After the massive 2011 earthquake and tsunami in Japan that knocked out the Fukushima nuclear plant and sparked a shutdown of all nuclear power stations, the government asked citizens to economise on energy use, including by not switching on their air conditioners. That policy led to more than 7,700 deaths each year from 2011-2015, mostly among older people, new research reveals.

"Climate change is already upon us and encouraging less use of air-conditioning or other means of adapting to extreme temperatures can kill people living right now," warns Guojun He, an associate professor at the University of Hong Kong who worked on the study.

Rather than imposing energy austerity, the solution, He says, is for decision-makers to ensure that people have energy-efficient cooling equipment and a plentiful supply of electricity from renewable sources, not fossil fuels.

A worker installs a heat pump unit as part of a building electrification project in Chicago in spring 2022. Elevate/Handout via Thomson Reuters Foundation

A worker installs a heat pump unit as part of a building electrification project in Chicago in spring 2022. Elevate/Handout via Thomson Reuters Foundation

Home sweet home?

In all parts of our warming world, ordinary folk are facing tougher choices about the energy they use - whether for cooling, heating, cooking or lighting.
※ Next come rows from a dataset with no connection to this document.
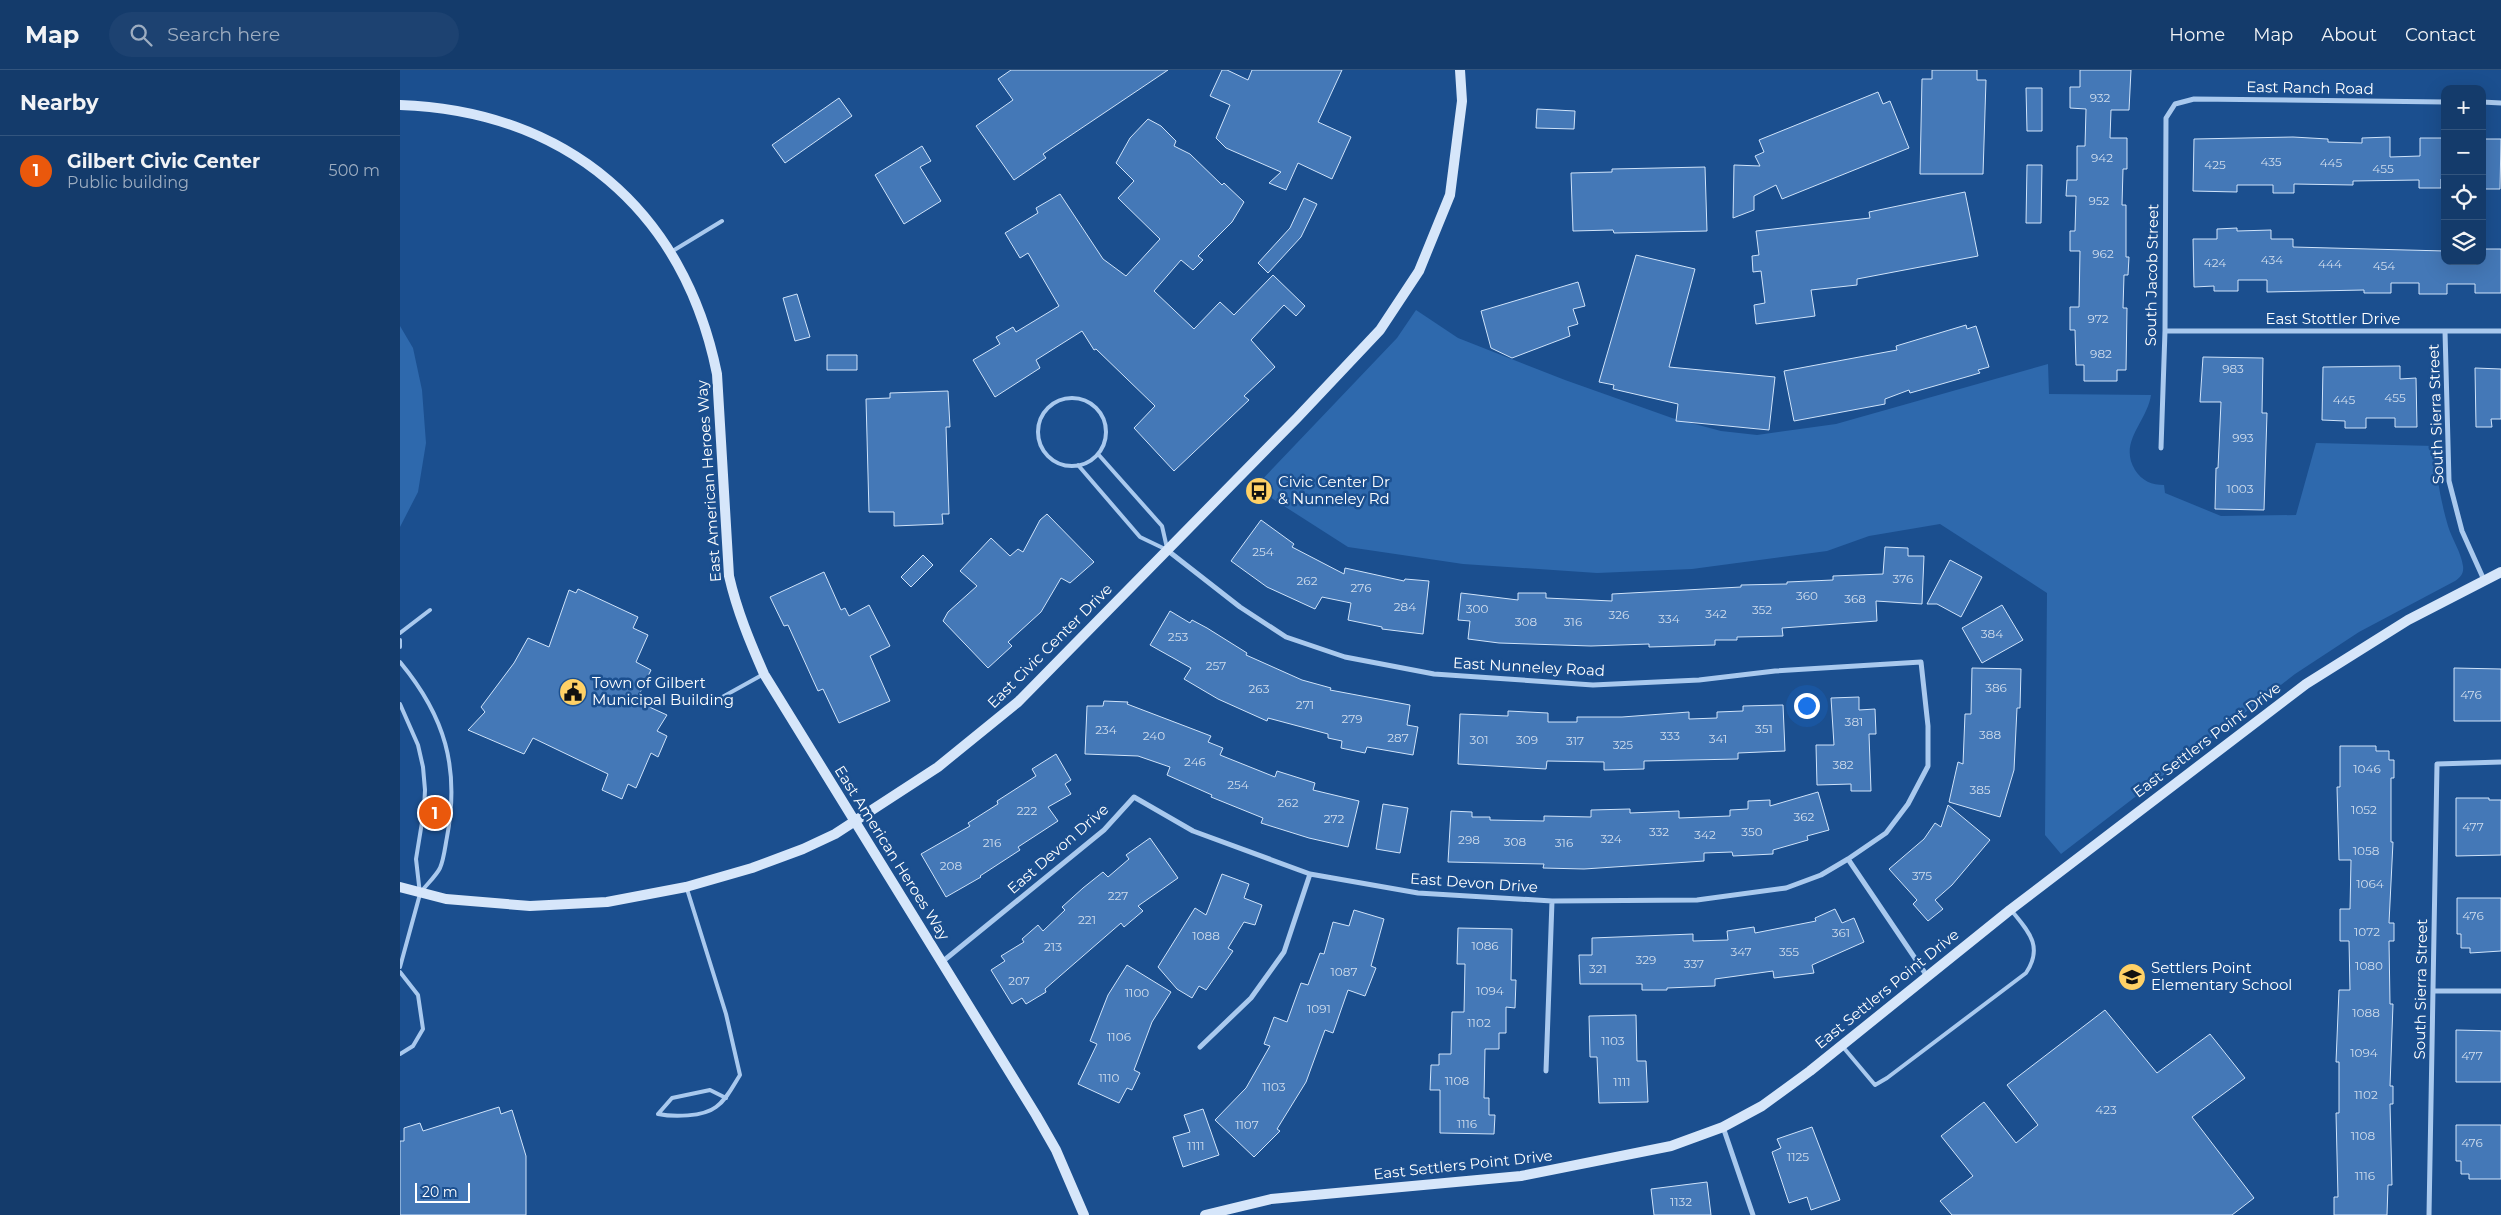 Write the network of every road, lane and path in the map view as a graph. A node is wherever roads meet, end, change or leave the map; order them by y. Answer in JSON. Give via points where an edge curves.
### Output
{"nodes":[{"id":1,"x":1460,"y":70,"type":"edge"},
{"id":2,"x":2441,"y":102,"type":"edge"},
{"id":3,"x":2486,"y":102,"type":"edge"},
{"id":4,"x":2501,"y":103,"type":"edge"},
{"id":5,"x":400,"y":104,"type":"edge"},
{"id":6,"x":2176,"y":104,"type":"joint"},
{"id":7,"x":722,"y":221,"type":"dead end"},
{"id":8,"x":669,"y":254,"type":"junction"},
{"id":9,"x":2165,"y":331,"type":"junction"},
{"id":10,"x":2445,"y":331,"type":"junction"},
{"id":11,"x":2501,"y":331,"type":"edge"},
{"id":12,"x":2161,"y":448,"type":"dead end"},
{"id":13,"x":1098,"y":454,"type":"junction"},
{"id":14,"x":1078,"y":465,"type":"junction"},
{"id":15,"x":1167,"y":550,"type":"junction"},
{"id":16,"x":2501,"y":572,"type":"edge"},
{"id":17,"x":2484,"y":580,"type":"junction"},
{"id":18,"x":430,"y":610,"type":"dead end"},
{"id":19,"x":400,"y":633,"type":"edge"},
{"id":20,"x":400,"y":640,"type":"edge"},
{"id":21,"x":400,"y":648,"type":"edge"},
{"id":22,"x":400,"y":662,"type":"edge"},
{"id":23,"x":1921,"y":662,"type":"joint"},
{"id":24,"x":764,"y":674,"type":"junction"},
{"id":25,"x":717,"y":700,"type":"dead end"},
{"id":26,"x":400,"y":704,"type":"edge"},
{"id":27,"x":2501,"y":762,"type":"edge"},
{"id":28,"x":855,"y":822,"type":"junction"},
{"id":29,"x":1848,"y":859,"type":"junction"},
{"id":30,"x":1310,"y":874,"type":"junction"},
{"id":31,"x":400,"y":887,"type":"edge"},
{"id":32,"x":686,"y":887,"type":"junction"},
{"id":33,"x":420,"y":894,"type":"junction"},
{"id":34,"x":1552,"y":901,"type":"junction"},
{"id":35,"x":2010,"y":910,"type":"junction"},
{"id":36,"x":942,"y":962,"type":"junction"},
{"id":37,"x":400,"y":967,"type":"edge"},
{"id":38,"x":400,"y":972,"type":"edge"},
{"id":39,"x":1927,"y":976,"type":"junction"},
{"id":40,"x":2433,"y":991,"type":"junction"},
{"id":41,"x":2501,"y":991,"type":"edge"},
{"id":42,"x":1842,"y":1045,"type":"junction"},
{"id":43,"x":1200,"y":1047,"type":"dead end"},
{"id":44,"x":400,"y":1054,"type":"edge"},
{"id":45,"x":1546,"y":1071,"type":"dead end"},
{"id":46,"x":726,"y":1098,"type":"junction"},
{"id":47,"x":1723,"y":1127,"type":"junction"},
{"id":48,"x":1084,"y":1215,"type":"edge"},
{"id":49,"x":1205,"y":1215,"type":"edge"},
{"id":50,"x":1753,"y":1215,"type":"edge"},
{"id":51,"x":2429,"y":1215,"type":"edge"}],
"edges":[{"from":1,"to":15,"type":"street","name":"East Civic Center Drive","via":[[1460,128],[1450,195],[1432,244],[1408,289],[1365,347]]},
{"from":2,"to":6,"type":"street","name":"East Ranch Road","via":[[2194,99]]},
{"from":3,"to":4,"type":"street"},
{"from":5,"to":8,"type":"street","name":"East American Heroes Way","via":[[468,112],[543,136],[608,178],[641,212]]},
{"from":6,"to":9,"type":"street","name":"South Jacob Street","via":[[2166,118]]},
{"from":7,"to":8,"type":"lane"},
{"from":8,"to":24,"type":"street","name":"East American Heroes Way","via":[[690,289],[710,342],[717,374],[729,576],[736,605]]},
{"from":9,"to":10,"type":"street","name":"East Stottler Drive"},
{"from":9,"to":12,"type":"street","name":"South Jacob Street"},
{"from":10,"to":11,"type":"street","name":"East Stottler Drive"},
{"from":10,"to":17,"type":"street","name":"South Sierra Street","via":[[2449,481],[2462,531]]},
{"from":13,"to":14,"type":"lane"},
{"from":13,"to":14,"type":"lane","via":[[1106,433],[1105,422],[1099,412],[1081,399],[1060,401],[1050,406],[1043,414],[1039,435],[1041,445],[1056,461]]},
{"from":13,"to":15,"type":"lane","via":[[1162,526]]},
{"from":14,"to":15,"type":"lane","via":[[1140,537]]},
{"from":15,"to":23,"type":"street","name":"East Nunneley Road","via":[[1240,607],[1286,637],[1345,657],[1434,674],[1593,685]]},
{"from":15,"to":28,"type":"street","name":"East Civic Center Drive","via":[[1001,717],[938,767]]},
{"from":16,"to":17,"type":"street","name":"East Settlers Point Drive"},
{"from":17,"to":35,"type":"street","name":"East Settlers Point Drive","via":[[2374,639],[2306,684]]},
{"from":18,"to":19,"type":"lane"},
{"from":20,"to":21,"type":"lane"},
{"from":22,"to":33,"type":"lane","via":[[428,702],[442,733],[452,778],[453,806],[440,868]]},
{"from":23,"to":29,"type":"street","name":"East Devon Drive","via":[[1928,726],[1928,766],[1908,804],[1886,833]]},
{"from":24,"to":25,"type":"lane"},
{"from":24,"to":28,"type":"street","name":"East American Heroes Way"},
{"from":26,"to":33,"type":"lane","via":[[411,725],[423,767],[424,810],[416,859]]},
{"from":27,"to":40,"type":"street","name":"South Sierra Street","via":[[2437,764]]},
{"from":28,"to":32,"type":"street","name":"East Civic Center Drive","via":[[803,849]]},
{"from":28,"to":36,"type":"street","name":"East American Heroes Way"},
{"from":29,"to":34,"type":"street","name":"East Devon Drive","via":[[1821,875],[1786,888],[1697,900]]},
{"from":29,"to":39,"type":"street"},
{"from":30,"to":34,"type":"street","name":"East Devon Drive","via":[[1418,893]]},
{"from":30,"to":36,"type":"street","name":"East Devon Drive","via":[[1193,831],[1134,797],[1104,830]]},
{"from":30,"to":43,"type":"street","via":[[1284,952],[1251,998]]},
{"from":31,"to":33,"type":"street","name":"East Civic Center Drive"},
{"from":32,"to":33,"type":"street","name":"East Civic Center Drive","via":[[599,903],[530,906]]},
{"from":32,"to":46,"type":"lane","via":[[726,1014],[740,1075]]},
{"from":33,"to":37,"type":"lane"},
{"from":34,"to":45,"type":"street"},
{"from":35,"to":39,"type":"street","name":"East Settlers Point Drive"},
{"from":35,"to":42,"type":"lane","via":[[2030,933],[2034,946],[2033,962],[2026,973],[1875,1085]]},
{"from":36,"to":48,"type":"street","name":"East American Heroes Way","via":[[1056,1150]]},
{"from":38,"to":44,"type":"lane","via":[[418,995],[423,1029],[413,1046]]},
{"from":39,"to":42,"type":"street","name":"East Settlers Point Drive"},
{"from":40,"to":41,"type":"street"},
{"from":40,"to":51,"type":"street","name":"South Sierra Street"},
{"from":42,"to":47,"type":"street","name":"East Settlers Point Drive","via":[[1762,1106]]},
{"from":46,"to":46,"type":"lane","via":[[710,1090],[672,1098],[658,1114],[677,1117],[715,1109]]},
{"from":47,"to":49,"type":"street","name":"East Settlers Point Drive","via":[[1671,1146],[1521,1176],[1271,1199]]},
{"from":47,"to":50,"type":"street"}]}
Sometimes it comes down to cost, as fossil-fuel price spikes have pushed up bills, and sometimes it's about health, as seen in the debate raging over indoor pollution and gas stoves in the United States. In many places, governments are also looking to cut their planet-heating emissions.
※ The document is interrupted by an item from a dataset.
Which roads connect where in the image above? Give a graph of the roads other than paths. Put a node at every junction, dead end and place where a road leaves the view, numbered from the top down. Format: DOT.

Whatever the motivation, U.S. cities from Chicago to Denver are working to electrify more buildings (which account for 10% of all U.S. emissions), with new federal money expected to start flowing to their efforts in the coming months, reports our correspondent Carey L. Biron.

But they are running up against challenges, with concerns - also heard in Europe - over whether poorer people, especially renters, will get left out as tax and other incentives are captured by the wealthy. A lack of skilled installers is also slamming the brakes on efforts to expand cleaner alternatives like heat pumps.

"The massive cost of complying with electrification mandates raises legitimate concerns about the amount of housing that can be built and maintained affordably,” warns Alex Rossello, who works for the Apartment and Office Building Association of Metropolitan Washington lobby group.

A child camel herder holds a container of fresh camel's milk in the Grandhi village of Rajasthan, India January 14, 2023. Desert Resource Centre/Handout Via Thomson Reuters Foundation

A child camel herder holds a container of fresh camel's milk in the Grandhi village of Rajasthan, India January 14, 2023. Desert Resource Centre/Handout Via Thomson Reuters Foundation

Land of milk and sugar

In rural parts of India, meanwhile, rising heat is causing other problems - from turning camel milk sour to causing dangerous working conditions on sugarcane plantations.

Droughts followed by floods are denting sugarcane yields and profits in Maharashtra state, pushing labourers to cut cane for up to 14 hours a day after abandoning their own farms due to erratic weather and then struggling to pay back debts to contractors who got them the back-breaking plantation jobs.

But it's a different story for camel herders in western India's Thar Desert, where renewable energy in the form of solar-powered chillers is keeping their milk fresh so it can be sold to a local dairy - and preserving their incomes and way of life too.

"There was a time when we had lost hope on maintaining our camels - but today they are uniting our families and holding back our youths from migrating out," says one herder in Nokh village.